(Body or hand keypoint data)
========
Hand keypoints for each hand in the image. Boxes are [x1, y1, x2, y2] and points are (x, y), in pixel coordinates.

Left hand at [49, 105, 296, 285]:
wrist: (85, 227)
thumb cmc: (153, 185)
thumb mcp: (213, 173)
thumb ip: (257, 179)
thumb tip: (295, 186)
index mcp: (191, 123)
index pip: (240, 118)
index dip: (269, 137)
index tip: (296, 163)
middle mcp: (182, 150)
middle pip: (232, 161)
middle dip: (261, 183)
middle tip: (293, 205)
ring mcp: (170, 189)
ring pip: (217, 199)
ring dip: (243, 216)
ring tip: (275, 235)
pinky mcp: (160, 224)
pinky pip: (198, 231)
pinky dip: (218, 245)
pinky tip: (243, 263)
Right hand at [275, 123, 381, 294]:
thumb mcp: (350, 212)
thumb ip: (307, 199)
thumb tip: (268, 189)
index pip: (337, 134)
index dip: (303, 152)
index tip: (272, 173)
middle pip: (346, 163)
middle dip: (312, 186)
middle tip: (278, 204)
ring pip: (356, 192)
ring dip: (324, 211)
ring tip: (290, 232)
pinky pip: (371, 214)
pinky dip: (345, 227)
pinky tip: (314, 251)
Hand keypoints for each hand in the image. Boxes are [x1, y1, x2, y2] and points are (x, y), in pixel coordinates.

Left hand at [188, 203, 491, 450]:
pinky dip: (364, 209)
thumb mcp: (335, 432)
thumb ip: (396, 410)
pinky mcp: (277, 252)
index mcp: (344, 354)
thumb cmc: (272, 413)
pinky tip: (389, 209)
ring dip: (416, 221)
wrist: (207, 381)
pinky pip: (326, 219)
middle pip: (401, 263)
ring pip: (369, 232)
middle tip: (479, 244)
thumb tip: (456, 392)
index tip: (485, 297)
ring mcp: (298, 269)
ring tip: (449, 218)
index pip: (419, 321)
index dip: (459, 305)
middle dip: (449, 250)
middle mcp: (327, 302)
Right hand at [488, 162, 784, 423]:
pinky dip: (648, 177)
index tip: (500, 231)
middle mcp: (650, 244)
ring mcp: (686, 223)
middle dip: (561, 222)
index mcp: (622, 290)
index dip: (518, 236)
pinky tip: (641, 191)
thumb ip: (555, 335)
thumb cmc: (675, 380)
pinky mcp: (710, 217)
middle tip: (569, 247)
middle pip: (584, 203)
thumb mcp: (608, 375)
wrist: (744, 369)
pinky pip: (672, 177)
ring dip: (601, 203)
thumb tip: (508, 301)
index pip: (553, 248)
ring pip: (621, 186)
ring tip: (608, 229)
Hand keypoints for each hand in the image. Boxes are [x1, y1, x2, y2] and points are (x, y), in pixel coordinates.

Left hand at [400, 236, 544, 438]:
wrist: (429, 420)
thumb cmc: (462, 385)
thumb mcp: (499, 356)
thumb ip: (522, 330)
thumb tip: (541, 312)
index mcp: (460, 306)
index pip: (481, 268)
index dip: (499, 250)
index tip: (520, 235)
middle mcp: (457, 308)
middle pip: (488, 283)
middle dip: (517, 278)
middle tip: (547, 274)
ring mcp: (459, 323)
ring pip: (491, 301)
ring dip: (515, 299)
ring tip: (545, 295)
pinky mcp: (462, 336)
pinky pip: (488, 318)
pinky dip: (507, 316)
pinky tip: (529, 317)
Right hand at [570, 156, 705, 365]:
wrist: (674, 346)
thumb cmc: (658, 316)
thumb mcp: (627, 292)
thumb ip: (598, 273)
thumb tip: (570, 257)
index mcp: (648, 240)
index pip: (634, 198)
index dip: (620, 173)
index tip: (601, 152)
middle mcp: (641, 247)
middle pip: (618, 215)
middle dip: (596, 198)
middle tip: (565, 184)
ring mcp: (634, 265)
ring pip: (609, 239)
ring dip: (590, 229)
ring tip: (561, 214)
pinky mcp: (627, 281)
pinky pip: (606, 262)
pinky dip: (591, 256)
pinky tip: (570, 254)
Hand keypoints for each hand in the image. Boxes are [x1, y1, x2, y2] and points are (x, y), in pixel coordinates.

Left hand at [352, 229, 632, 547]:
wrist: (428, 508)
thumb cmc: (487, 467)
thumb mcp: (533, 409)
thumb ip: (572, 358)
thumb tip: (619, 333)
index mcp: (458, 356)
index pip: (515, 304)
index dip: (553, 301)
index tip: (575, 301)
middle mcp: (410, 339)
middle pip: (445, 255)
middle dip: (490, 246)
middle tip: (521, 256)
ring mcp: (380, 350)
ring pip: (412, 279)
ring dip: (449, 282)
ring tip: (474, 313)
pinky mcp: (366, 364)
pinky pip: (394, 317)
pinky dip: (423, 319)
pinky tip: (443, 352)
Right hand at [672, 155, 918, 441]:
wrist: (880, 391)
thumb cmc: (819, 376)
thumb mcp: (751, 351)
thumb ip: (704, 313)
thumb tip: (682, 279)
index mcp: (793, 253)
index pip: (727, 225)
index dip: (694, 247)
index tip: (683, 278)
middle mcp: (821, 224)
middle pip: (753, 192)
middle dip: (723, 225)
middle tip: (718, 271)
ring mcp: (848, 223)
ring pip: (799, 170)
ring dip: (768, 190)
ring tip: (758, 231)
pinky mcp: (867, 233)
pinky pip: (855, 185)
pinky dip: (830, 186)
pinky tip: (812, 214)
========
PROBLEM:
From the entries above, write out only the lines starting at the line that holds "pinky dip: (648, 177)" and ending at the line that holds "middle mcp: (410, 339)", keeping both and matching them exactly.

YOUR RESPONSE:
pinky dip: (648, 177)
index tip: (500, 231)
middle mcp: (650, 244)
ring mcp: (686, 223)
middle dip: (561, 222)
index mcp: (622, 290)
index dip: (518, 236)
pinky tip: (641, 191)
thumb ip: (555, 335)
thumb cmc: (675, 380)
pinky mcp: (710, 217)
middle tip: (569, 247)
middle pip: (584, 203)
thumb mcp: (608, 375)
wrist: (744, 369)
pinky pip: (672, 177)
ring dip: (601, 203)
thumb tip: (508, 301)
index pip: (553, 248)
ring pip: (621, 186)
ring tip: (608, 229)
Hand keypoints for each hand in the image. Boxes are [x1, y1, x2, y2] and points are (x, y), in pixel coordinates.

Left hand at [400, 236, 544, 438]:
wrist: (429, 420)
thumb cmc: (462, 385)
thumb mcp: (499, 356)
thumb ip: (522, 330)
thumb tip: (541, 312)
index mcp: (460, 306)
index pip: (481, 268)
index dip: (499, 250)
index tip: (520, 235)
middle mcp: (457, 308)
middle pip: (488, 283)
middle dip: (517, 278)
middle tip: (547, 274)
ring mcp: (459, 323)
ring pip: (491, 301)
ring dip: (515, 299)
ring tip: (545, 295)
pinky mcp: (462, 336)
pinky pip: (488, 318)
pinky dip: (507, 316)
pinky tip: (529, 317)
Right hand at [570, 156, 705, 365]:
wrist: (674, 346)
thumb cmc: (658, 316)
thumb mcp: (627, 292)
thumb ip: (598, 273)
thumb tip: (570, 257)
index mcp: (648, 240)
index pip: (634, 198)
index dip: (620, 173)
index tip: (601, 152)
middle mcp: (641, 247)
middle pip: (618, 215)
middle dip: (596, 198)
middle tip: (565, 184)
ring mcp: (634, 265)
ring pip: (609, 239)
ring dip: (590, 229)
ring tip: (561, 214)
pinky mcp: (627, 281)
pinky pip: (606, 262)
pinky dip: (591, 256)
pinky tip: (570, 254)
Hand keypoints for each hand in the image. Boxes are [x1, y1, x2, y2] and points are (x, y), in pixel coordinates.

Left hand at [352, 229, 632, 547]:
wrist: (428, 508)
thumb cmc: (487, 467)
thumb mcp: (533, 409)
thumb ip: (572, 358)
thumb tip: (619, 333)
index mcp: (458, 356)
index pip: (515, 304)
index dip: (553, 301)
index tip: (575, 301)
middle mcp: (410, 339)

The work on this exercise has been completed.